Please read 'The Unpublished Humorist'

http://www.wikio.co.uk

Tuesday, 20 September 2016

THE RETIREMENT PROTOCOL

It’s no use pretending – retirement takes some getting used to.  Here am I, sitting in the back garden under a gunmetal sky, listening to the mad cackling of the magpies in the trees.  They sound like Macbeth’s witches.  In the corner, amongst all the dead leaves, wanders Mr Scruffy.  He’s a wood pigeon who has been abandoned by his tribe.  He looks like Arthur Haynes’ tramp, all feathers awry, skinny and ill-looking.  He can hardly get off the ground, so spends most of his time wandering, lonely as a cloud,  in abject misery, along the back border looking for food, for he can gather no solace from any of the other wood pigeons who have sent him to Coventry on account of his shabbiness.   I keep him alive by feeding him bits of suet and wild bird seed. 
I’ve been out for my usual morning walk with the little black spaniel.  We wandered along the High Street on the way back home.  At the bus stop, a middle-aged couple hailed me.  The woman cried out: “Why, hello, there, Mr Hardwick.  Haven’t seen you in a long time.  You’re looking well, much better than when we last clapped eyes on you.  Presume you’re retired now – must be, at your age.  It must be doing you good.”  That much is true - I’m about two stone lighter and down to three chins.  I looked on in terror.  I had no idea who these people were. He was tall, sandy-haired, balding and bespectacled, she pipe-cleaner thin with snow-white hair.  As usual, in these circumstances, one tries desperately to play for time, probing wildly to receive a clue about who these people actually were.  I enquired as to whether they were working (they laughed), how their family was, the state of their health and whether they were still living in the same place – where was it now – Station Road?  The answer to that was Trefoil Drive and that gave me the information I needed.  They were work acquaintances from twenty years ago.  I remembered, bizarrely, that he once drove a Lancia Dedra.  I asked if it was still going.  ‘Alas, no,’ he said. ‘I had to scrap it in 2000.  I went from that to a Subaru Impreza.
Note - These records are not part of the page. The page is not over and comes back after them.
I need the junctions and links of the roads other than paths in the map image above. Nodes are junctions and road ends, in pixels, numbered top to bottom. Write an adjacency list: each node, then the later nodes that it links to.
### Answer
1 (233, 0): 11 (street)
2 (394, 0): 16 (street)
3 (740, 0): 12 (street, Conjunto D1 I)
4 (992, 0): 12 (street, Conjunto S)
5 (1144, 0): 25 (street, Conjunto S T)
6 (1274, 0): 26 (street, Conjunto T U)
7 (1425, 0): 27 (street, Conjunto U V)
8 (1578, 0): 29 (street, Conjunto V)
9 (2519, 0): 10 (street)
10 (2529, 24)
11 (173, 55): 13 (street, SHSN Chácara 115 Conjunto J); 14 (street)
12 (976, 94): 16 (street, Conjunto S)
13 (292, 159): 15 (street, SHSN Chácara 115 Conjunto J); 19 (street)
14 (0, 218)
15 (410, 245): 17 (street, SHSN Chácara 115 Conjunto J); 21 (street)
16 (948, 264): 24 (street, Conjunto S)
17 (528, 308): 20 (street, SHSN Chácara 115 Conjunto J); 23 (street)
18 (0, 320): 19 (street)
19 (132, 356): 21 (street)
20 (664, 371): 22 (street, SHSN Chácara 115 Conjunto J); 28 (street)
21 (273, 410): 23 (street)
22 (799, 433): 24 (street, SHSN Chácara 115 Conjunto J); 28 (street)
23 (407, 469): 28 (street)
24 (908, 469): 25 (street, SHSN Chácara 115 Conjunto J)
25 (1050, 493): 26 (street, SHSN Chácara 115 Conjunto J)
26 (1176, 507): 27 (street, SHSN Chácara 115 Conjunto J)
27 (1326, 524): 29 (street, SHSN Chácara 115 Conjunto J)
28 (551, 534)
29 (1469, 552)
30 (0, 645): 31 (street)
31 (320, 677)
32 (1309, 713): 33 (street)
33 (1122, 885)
I drive a Suzuki Alto now.’  I tried hard not to laugh.  The passage of time had brought him back from wild dreaming to a strong dose of the castor oil of pragmatism.  They were going to Berwick for the day on the bus. ‘It’s an adventure,’ she said.  To them, it probably was.  
The dog and I continued our walk. At the end of our street, someone with a plum tree had left out a basket of plums and a note – ‘please help yourself.’  I did.  I got home and read through my Marguerite Patten cookbook of 1,000 recipes, a valuable tool for me in these days of my nascent culinary development.  I settled for plum charlotte, which appears to be an admixture of plums, breadcrumbs and sugar, which even I cannot really make a hash of, although the recipe doesn’t say whether the bread should be brown or white.  I’ll do half-and-half, so at worst, I’ll be 50% right.
This afternoon, I am to go to the library, then to the chemist’s to pick up a prescription for my wife and, finally I need to fill up the motor car with fuel.  Rather than use the garage up the road, I will drive seven miles to North Berwick, just to use up a little more time.  I have no idea as yet what I will cook for dinner, but I do know that two hours of badminton tonight will leave me utterly exhausted.  
Then, tomorrow, just as for Bill Murray in Groundhog Day, I will get up and go through it all again.